I never said your procedure was illegal, Just not safe for the retailer making the sale. If you wish to take the chance by doing it that way it's your choice. I used to do it that way until I got hit with a massive chargeback and fee. As I said, if that has never happened to you, you may not understand. Believe me, once you get hit you do change your ways. The processor I was using at the time was First Data, one of the largest CC processors in the world. Many small processors go through First Data's system. There are only a few processors that make up the backbone of CC processing and First Data is one of them. Things are changing rapidly in the CC processing world because of fraud on a massive scale. And everyone is reevaluating the way they do things. Something that was considered OK a year ago, may be considered taboo now.
I was just making sure that anyone reading these posts doesn't think that taking a customers number by email(even just 8 digits)and putting it through their processor themselves, is the proper way to do things, it's not. The customer needs to do this themselves.
Now maybe if you're a hobbyist selling a few things you make yourself on the internet, you may not worry about losing a couple of dollars. But if you are retailing for a living losing any money at all hurts the bottom line, and could potentially put you out of business.

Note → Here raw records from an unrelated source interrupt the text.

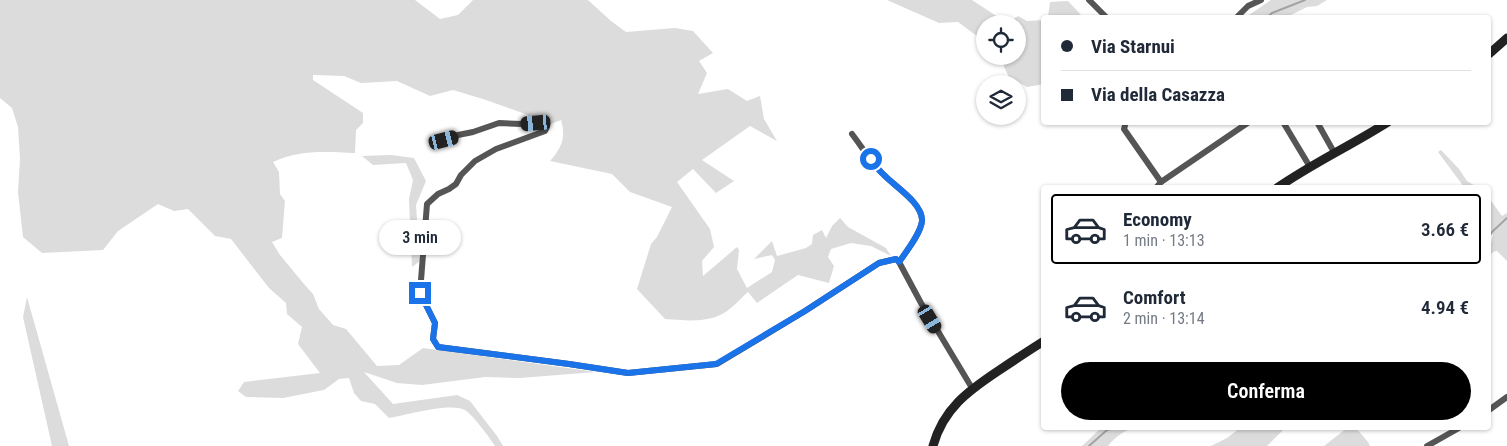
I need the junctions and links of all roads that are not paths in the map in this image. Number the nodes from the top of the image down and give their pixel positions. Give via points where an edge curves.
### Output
1 (1089, 0) edge
2 (1261, 0) edge
3 (1104, 15) edge
4 (1239, 15) edge
5 (1507, 38) edge
6 (1491, 52) edge
7 (1125, 125) edge
8 (1245, 125) edge
9 (1285, 125) edge
10 (1319, 125) edge
11 (1384, 125) edge
12 (852, 134) dead end
13 (434, 143) dead end
14 (1335, 154) junction
15 (1310, 167) junction
16 (1161, 182) junction
17 (1158, 185) edge
18 (1282, 185) edge
19 (899, 262) junction
20 (1041, 343) edge
21 (972, 388) junction
22 (1507, 397) edge
23 (1491, 409) edge
24 (1455, 430) edge
25 (933, 446) edge
26 (1427, 446) edge

1 - 3 street
2 - 4 street
5 - 6 main road
7 - 16 street via 1124,129
8 - 16 street
9 - 15 street
10 - 14 street
11 - 14 main road
12 - 19 street via 882,174 920,211 922,221 918,232
13 - 19 street via 499,123 536,123 547,127 545,131 496,148 475,161 456,184 427,204 420,293 435,323 433,339 438,347 628,373 716,364 879,263 896,259
14 - 15 main road
15 - 18 main road
16 - 17 street
19 - 21 street
20 - 21 main road
21 - 25 main road via 952,407
22 - 23 street
24 - 26 street

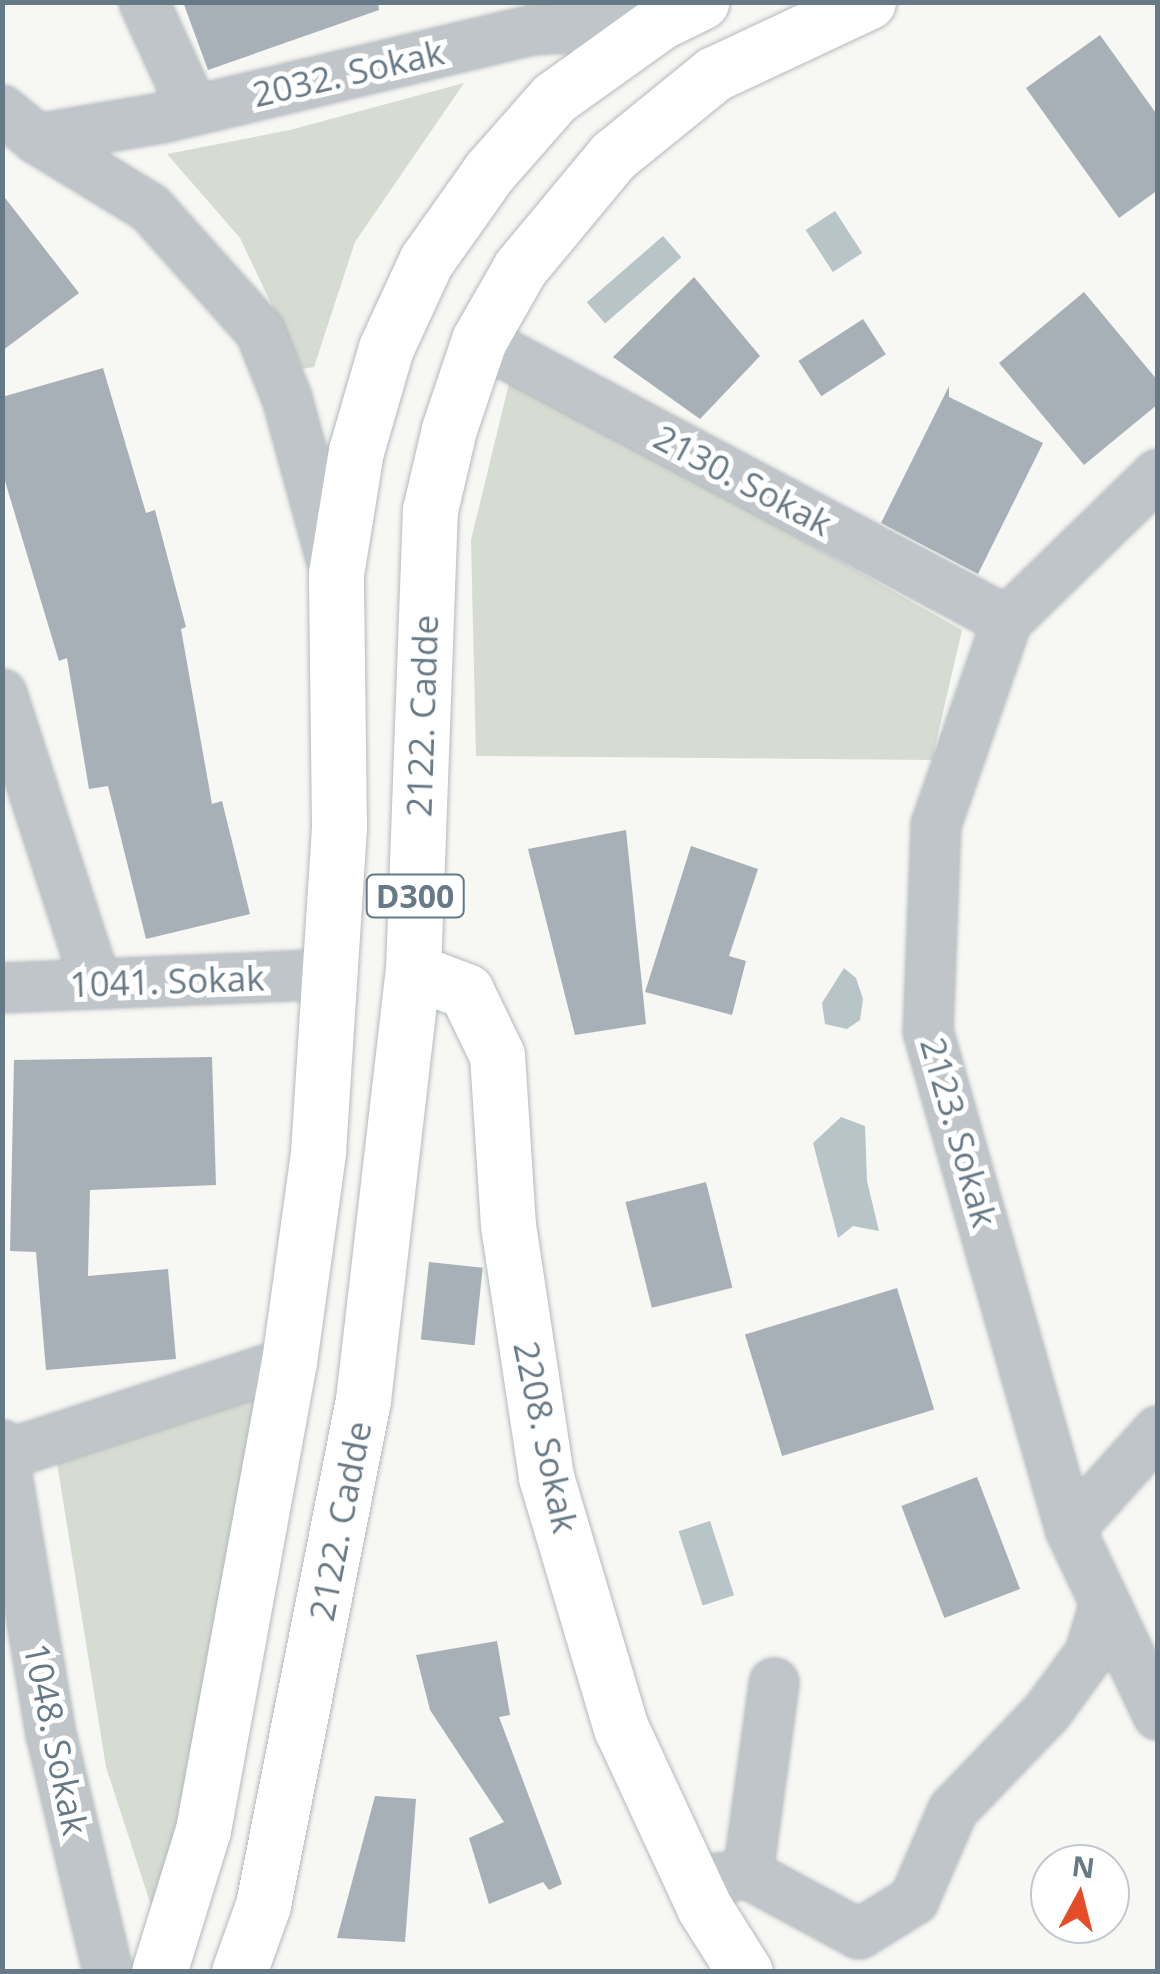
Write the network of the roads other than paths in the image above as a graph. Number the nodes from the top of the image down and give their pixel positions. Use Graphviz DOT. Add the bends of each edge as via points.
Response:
graph roads {
  1 [pos="144,2"];
  2 [pos="820,2"];
  3 [pos="868,2"];
  4 [pos="681,12"];
  5 [pos="714,74"];
  6 [pos="192,109"];
  7 [pos="20,124"];
  8 [pos="479,340"];
  9 [pos="1158,474"];
  10 [pos="336,574"];
  11 [pos="1007,620"];
  12 [pos="2,694"];
  13 [pos="413,971"];
  14 [pos="332,974"];
  15 [pos="96,982"];
  16 [pos="2,988"];
  17 [pos="289,1362"];
  18 [pos="1158,1431"];
  19 [pos="3,1452"];
  20 [pos="1070,1529"];
  21 [pos="1104,1603"];
  22 [pos="774,1683"];
  23 [pos="1158,1715"];
  24 [pos="748,1874"];
  25 [pos="691,1882"];
  26 [pos="741,1970"];
  27 [pos="108,1972"];
  28 [pos="159,1972"];
  29 [pos="240,1972"];
  1 -- 6 [label="street"];
  2 -- 5 [label="main road"];
  3 -- 5 [label="main road, 2122. Cadde / D300"];
  4 -- 6 [label="street, 2032. Sokak" via="533,30"];
  4 -- 10 [label="main road, D300" via="554,98 489,172 426,261 386,348 366,417"];
  5 -- 8 [label="main road, 2122. Cadde / D300" via="613,156 520,268"];
  6 -- 7 [label="street, 2032. Sokak"];
  7 -- 10 [label="street, 2032. Sokak" via="150,208 260,331 287,398"];
  8 -- 11 [label="street, 2130. Sokak"];
  8 -- 13 [label="main road, 2122. Cadde / D300" via="430,510"];
  9 -- 11 [label="street, 2123. Sokak"];
  10 -- 14 [label="main road, D300" via="339,827"];
  11 -- 20 [label="street, 2123. Sokak" via="936,826 928,1031"];
  12 -- 15 [label="street"];
  13 -- 25 [label="main road, 2208. Sokak" via="466,991 497,1055 508,1225 546,1477 621,1728"];
  13 -- 29 [label="main road, 2122. Cadde / D300" via="364,1400 264,1905"];
  14 -- 15 [label="street, 1041. Sokak"];
  14 -- 17 [label="main road, D300" via="320,1132"];
  15 -- 16 [label="street, 1041. Sokak"];
  17 -- 19 [label="street"];
  17 -- 28 [label="main road, D300" via="203,1830"];
  18 -- 20 [label="street"];
  19 -- 27 [label="street, 1048. Sokak" via="50,1734"];
  20 -- 21 [label="street, 2123. Sokak"];
  21 -- 23 [label="street, 2123. Sokak"];
  21 -- 24 [label="street" via="1090,1653 1047,1712 953,1810 914,1900 859,1934"];
  22 -- 24 [label="street"];
  24 -- 25 [label="street"];
  25 -- 26 [label="main road, 2208. Sokak"];
}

Everyone complaining about Paypal needs to understand that if your customer inputs their info to Paypal to pay for their transaction, and Paypal verifies it, you get the money guaranteed. That is why I prefer to use them for all online sales. I believe Google checkout is the same, but I'm not sure.
Don't take this the wrong way Peter, I'm not insulting you. And you certainly have the right to do things the way you want to. I'm just trying to save someone else from going through the same headache I went through by sharing the knowledge I learned the hard way.